Dataset entries:

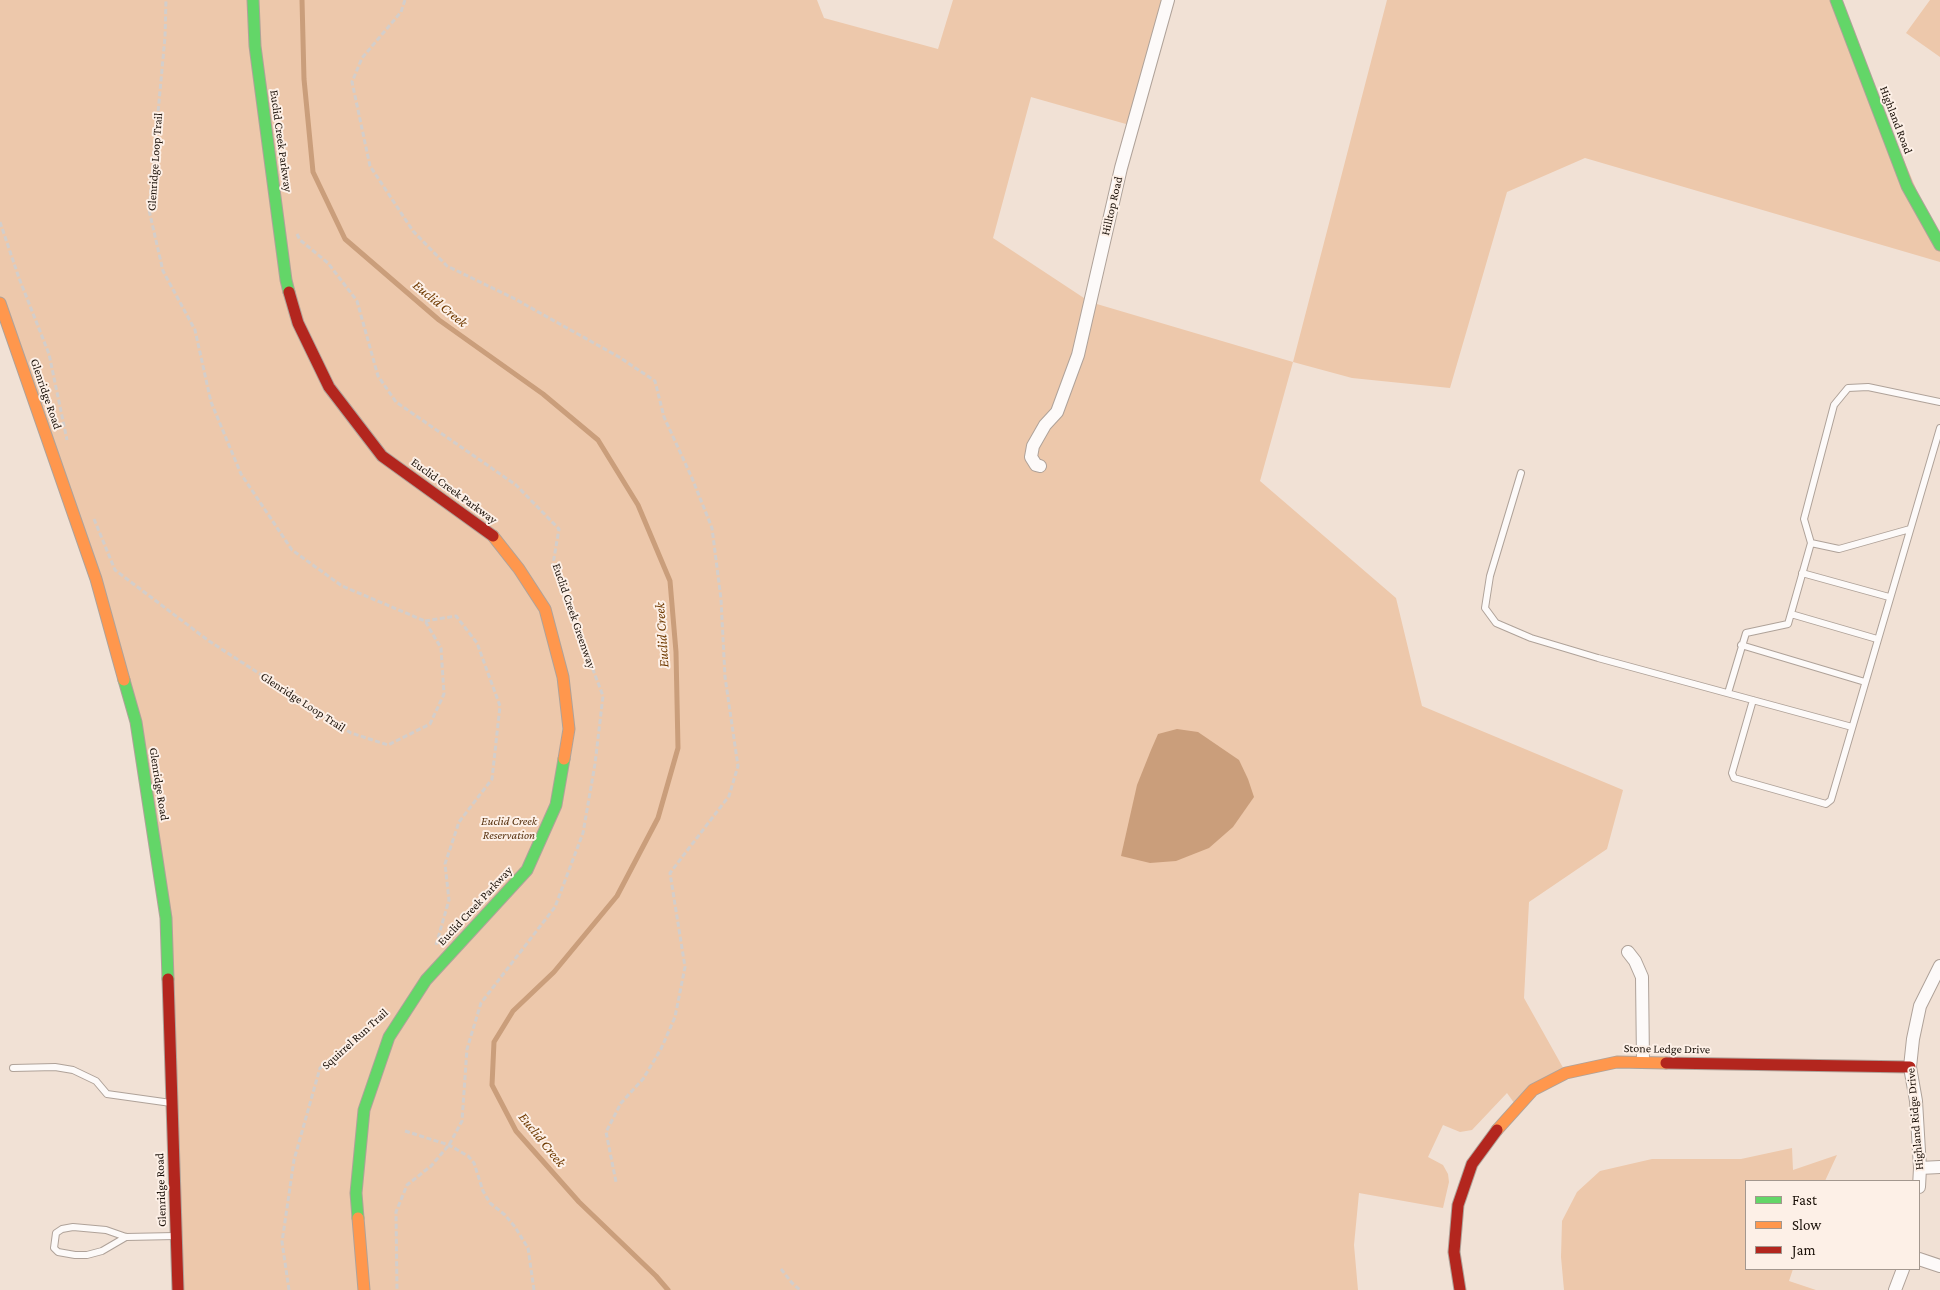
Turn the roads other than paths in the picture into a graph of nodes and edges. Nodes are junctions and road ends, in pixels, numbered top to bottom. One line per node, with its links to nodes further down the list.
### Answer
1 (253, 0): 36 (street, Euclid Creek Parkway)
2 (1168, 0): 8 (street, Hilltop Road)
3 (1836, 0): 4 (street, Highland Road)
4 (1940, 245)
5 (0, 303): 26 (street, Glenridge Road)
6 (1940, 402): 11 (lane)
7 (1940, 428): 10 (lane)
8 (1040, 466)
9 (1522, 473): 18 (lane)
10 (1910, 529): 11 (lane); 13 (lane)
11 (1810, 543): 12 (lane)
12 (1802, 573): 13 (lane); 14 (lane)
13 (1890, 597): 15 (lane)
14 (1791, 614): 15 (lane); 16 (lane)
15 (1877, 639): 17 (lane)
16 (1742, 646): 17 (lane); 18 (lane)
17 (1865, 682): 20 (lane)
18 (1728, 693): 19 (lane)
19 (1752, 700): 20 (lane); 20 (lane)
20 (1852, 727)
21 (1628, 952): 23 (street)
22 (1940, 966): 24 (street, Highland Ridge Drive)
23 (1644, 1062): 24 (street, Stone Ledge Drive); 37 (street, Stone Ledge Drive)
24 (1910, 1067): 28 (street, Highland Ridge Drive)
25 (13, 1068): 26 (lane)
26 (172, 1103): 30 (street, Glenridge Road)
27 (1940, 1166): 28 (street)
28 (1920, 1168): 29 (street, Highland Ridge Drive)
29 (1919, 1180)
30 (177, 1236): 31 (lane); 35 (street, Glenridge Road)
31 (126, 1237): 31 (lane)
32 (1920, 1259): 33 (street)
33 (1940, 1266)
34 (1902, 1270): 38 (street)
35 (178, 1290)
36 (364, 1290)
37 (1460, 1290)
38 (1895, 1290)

*WORK REQUEST*
Lines holding the string "Highland" must be copied out of the entries above.

*WRITTEN SOLUTION*
3 (1836, 0): 4 (street, Highland Road)
22 (1940, 966): 24 (street, Highland Ridge Drive)
24 (1910, 1067): 28 (street, Highland Ridge Drive)
28 (1920, 1168): 29 (street, Highland Ridge Drive)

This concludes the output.